Tainter is not entirely apocalyptic, "When some new input to an economic system is brought on line, whether a technical innovation or an energy subsidy, it will often have the potential at least temporarily to raise marginal productivity". Barring continual conquest of your neighbors, which is always subject to diminishing returns, innovation that increases productivity is – in the long run – the only way out of the dilemma of declining marginal returns on added investments in complexity.

In his final chapters, Tainter discusses why modern societies may not be able to choose to collapse, because surrounding them are other complex societies which will in some way absorb a collapsed region or prevent a general collapse. The Mayan and Chacoan regions had no powerful complex neighbors and so could collapse for centuries or millennia, as could the Western Roman Empire. The Eastern Roman Empire, bordered as it was by the Parthian/Sassanid Empire, did not have the option of devolving into simpler, smaller entities.

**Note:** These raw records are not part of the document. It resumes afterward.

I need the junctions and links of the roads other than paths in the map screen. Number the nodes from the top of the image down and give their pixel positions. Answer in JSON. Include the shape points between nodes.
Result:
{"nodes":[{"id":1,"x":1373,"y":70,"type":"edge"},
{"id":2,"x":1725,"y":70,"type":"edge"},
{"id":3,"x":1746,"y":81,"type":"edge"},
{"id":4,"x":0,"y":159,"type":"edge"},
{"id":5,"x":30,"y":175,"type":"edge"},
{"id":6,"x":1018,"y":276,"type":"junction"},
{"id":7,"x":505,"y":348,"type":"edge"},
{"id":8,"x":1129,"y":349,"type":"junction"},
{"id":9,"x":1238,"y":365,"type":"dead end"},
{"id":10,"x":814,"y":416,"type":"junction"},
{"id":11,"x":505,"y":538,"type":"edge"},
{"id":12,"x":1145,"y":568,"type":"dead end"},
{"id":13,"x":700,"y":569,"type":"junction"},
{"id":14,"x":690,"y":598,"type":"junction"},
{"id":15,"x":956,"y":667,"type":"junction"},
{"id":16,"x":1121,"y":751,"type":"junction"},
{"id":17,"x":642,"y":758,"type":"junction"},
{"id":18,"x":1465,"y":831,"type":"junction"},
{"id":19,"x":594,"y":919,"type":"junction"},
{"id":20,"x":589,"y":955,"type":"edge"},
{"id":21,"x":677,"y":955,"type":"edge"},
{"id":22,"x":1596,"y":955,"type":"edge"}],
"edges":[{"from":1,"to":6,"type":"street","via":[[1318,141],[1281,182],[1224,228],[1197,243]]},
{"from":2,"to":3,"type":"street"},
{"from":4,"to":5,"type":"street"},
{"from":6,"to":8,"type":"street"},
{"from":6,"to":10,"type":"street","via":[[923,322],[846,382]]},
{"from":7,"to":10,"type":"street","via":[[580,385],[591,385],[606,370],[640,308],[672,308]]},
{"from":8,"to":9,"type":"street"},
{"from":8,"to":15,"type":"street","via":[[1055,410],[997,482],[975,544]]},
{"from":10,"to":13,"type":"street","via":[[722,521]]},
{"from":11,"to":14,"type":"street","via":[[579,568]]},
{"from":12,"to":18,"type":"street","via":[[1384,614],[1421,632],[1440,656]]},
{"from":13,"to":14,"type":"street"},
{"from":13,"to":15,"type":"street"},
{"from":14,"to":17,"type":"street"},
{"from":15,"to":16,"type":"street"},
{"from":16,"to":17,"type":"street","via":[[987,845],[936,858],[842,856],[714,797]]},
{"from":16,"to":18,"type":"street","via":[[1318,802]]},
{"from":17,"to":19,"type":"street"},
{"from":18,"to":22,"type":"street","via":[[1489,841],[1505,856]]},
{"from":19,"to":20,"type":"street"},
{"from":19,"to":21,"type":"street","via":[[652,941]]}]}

Tainter's concept of diminishing marginal returns on complexity, when applied to contemporary societies, has been termed Peak complexity. This term was coined by analogy to concepts such as Peak oil. It implies that "all societies and civilizations have natural limits to complexity and diversity" beyond which they are vulnerable to collapse. He later went on to work with others on a specific element of this process: the diminishing marginal returns on innovation.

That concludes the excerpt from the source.